(Collected data)
══════
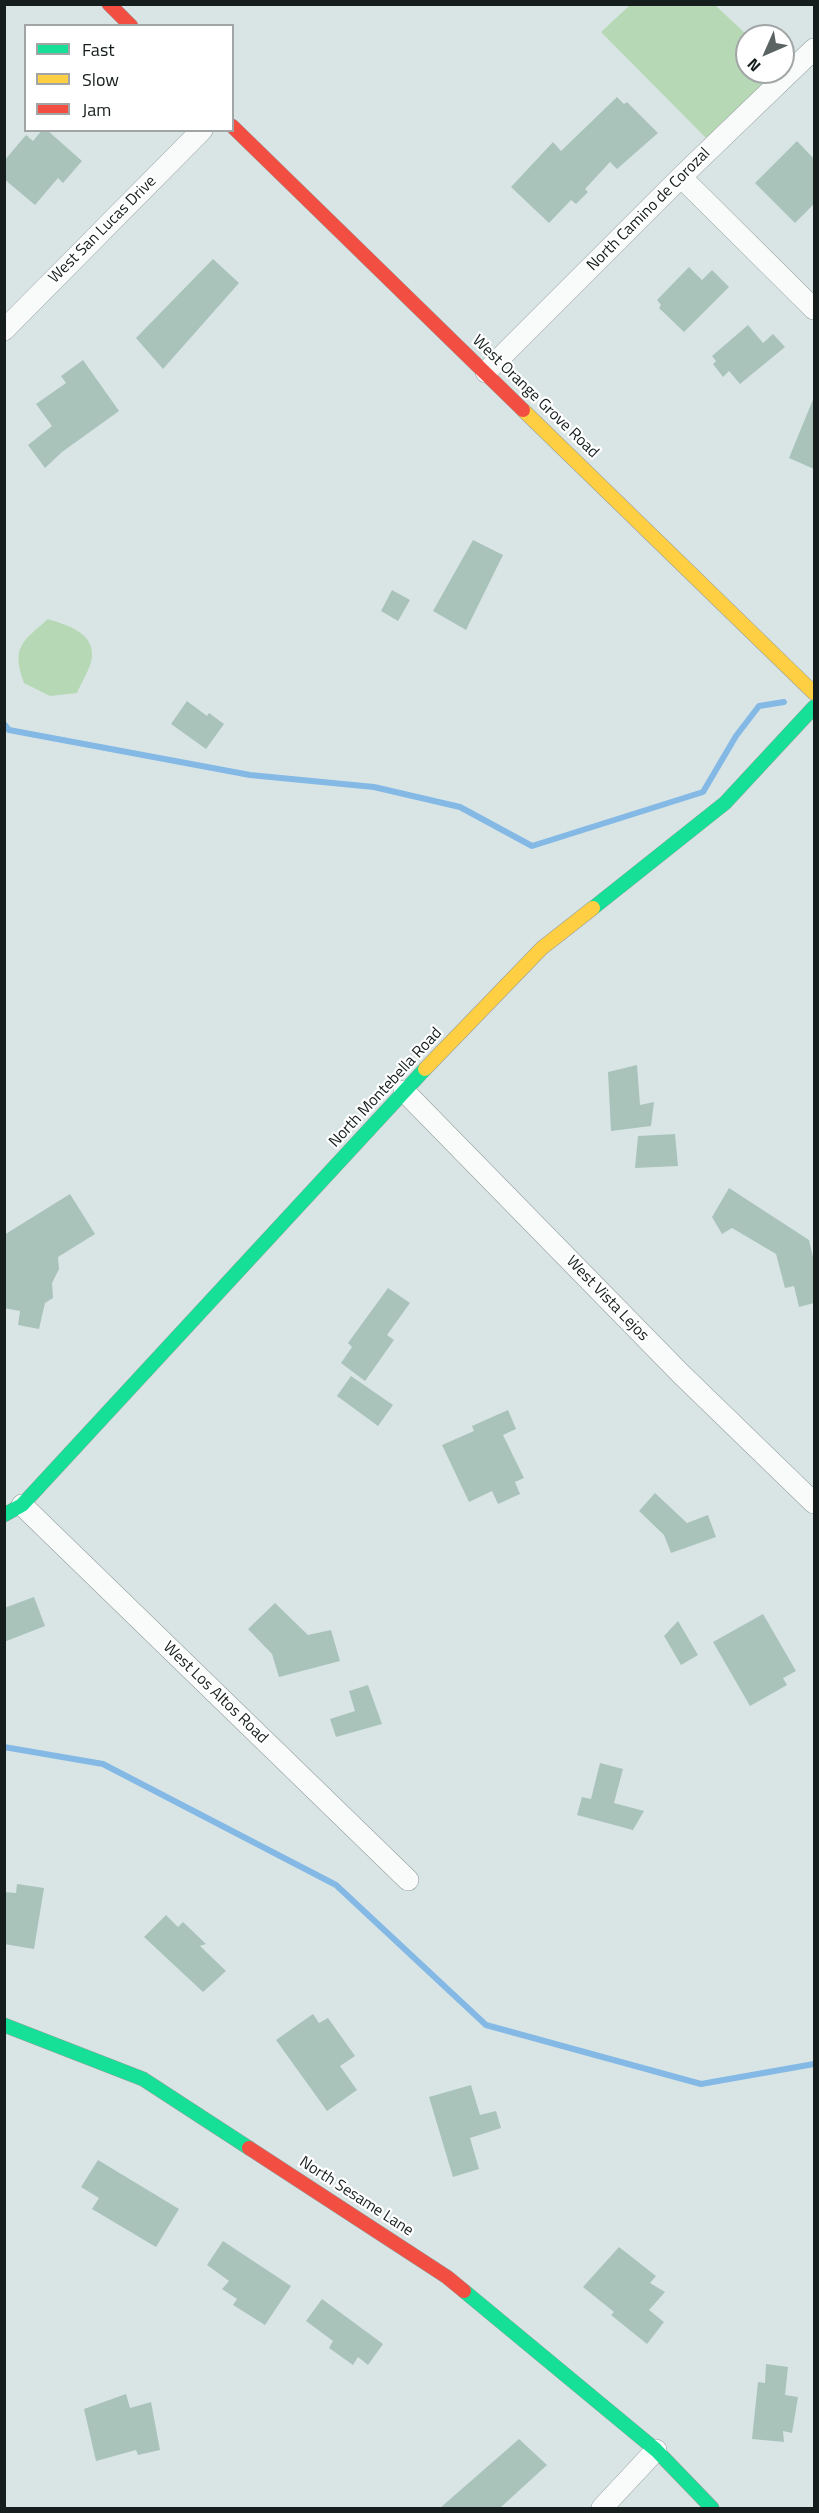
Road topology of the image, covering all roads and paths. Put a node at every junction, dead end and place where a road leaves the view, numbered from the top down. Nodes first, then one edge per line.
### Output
1 (109, 4) edge
2 (129, 24) edge
3 (814, 49) edge
4 (234, 128) edge
5 (200, 132) edge
6 (681, 177) junction
7 (814, 309) edge
8 (4, 330) edge
9 (486, 372) junction
10 (814, 693) edge
11 (814, 707) edge
12 (404, 1091) junction
13 (814, 1503) edge
14 (13, 1510) edge
15 (408, 1880) dead end
16 (4, 2025) edge
17 (656, 2450) junction
18 (602, 2508) edge
19 (712, 2508) edge

1 - 2 street
3 - 6 street, North Camino de Corozal
4 - 9 street, West Orange Grove Road
5 - 8 street, West San Lucas Drive
6 - 7 street
6 - 9 street, North Camino de Corozal
9 - 10 street, West Orange Grove Road
11 - 12 street, North Montebella Road
12 - 13 street, West Vista Lejos
12 - 14 street, North Montebella Road
14 - 15 street, West Los Altos Road
16 - 17 street, North Sesame Lane
17 - 18 street
17 - 19 street, North Sesame Lane

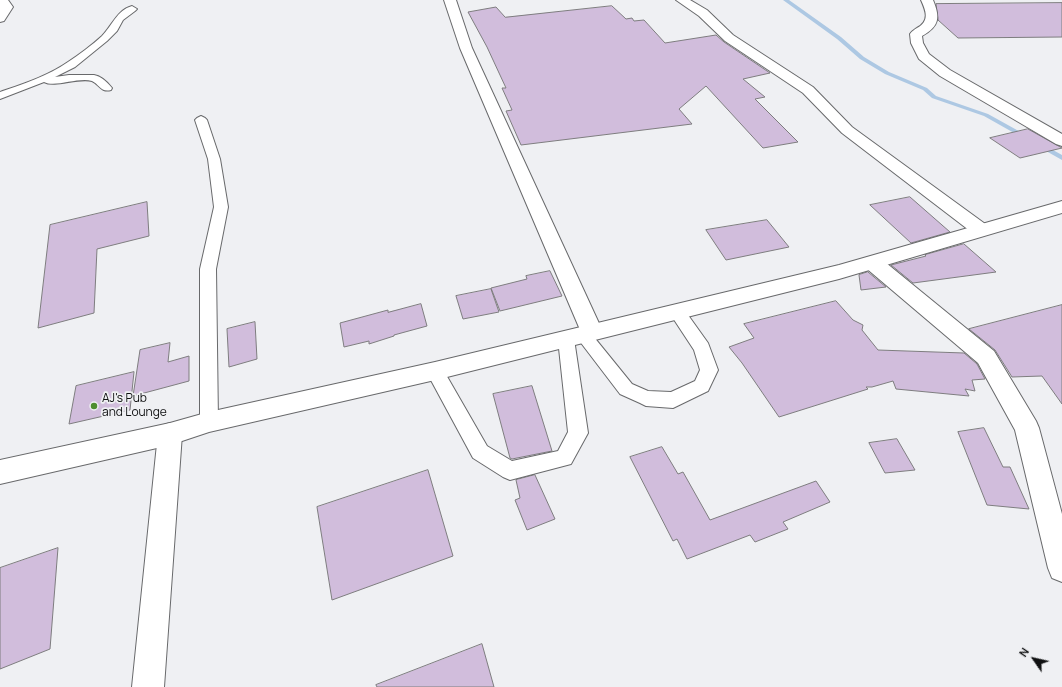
══════
▶ [TASK PROMPT]
Should there be pictures in the data, leave them out and return the rest exactly.

▶ [COMPLETED EXERCISE]
Road topology of the image, covering all roads and paths. Put a node at every junction, dead end and place where a road leaves the view, numbered from the top down. Nodes first, then one edge per line.
### Output
1 (109, 4) edge
2 (129, 24) edge
3 (814, 49) edge
4 (234, 128) edge
5 (200, 132) edge
6 (681, 177) junction
7 (814, 309) edge
8 (4, 330) edge
9 (486, 372) junction
10 (814, 693) edge
11 (814, 707) edge
12 (404, 1091) junction
13 (814, 1503) edge
14 (13, 1510) edge
15 (408, 1880) dead end
16 (4, 2025) edge
17 (656, 2450) junction
18 (602, 2508) edge
19 (712, 2508) edge

1 - 2 street
3 - 6 street, North Camino de Corozal
4 - 9 street, West Orange Grove Road
5 - 8 street, West San Lucas Drive
6 - 7 street
6 - 9 street, North Camino de Corozal
9 - 10 street, West Orange Grove Road
11 - 12 street, North Montebella Road
12 - 13 street, West Vista Lejos
12 - 14 street, North Montebella Road
14 - 15 street, West Los Altos Road
16 - 17 street, North Sesame Lane
17 - 18 street
17 - 19 street, North Sesame Lane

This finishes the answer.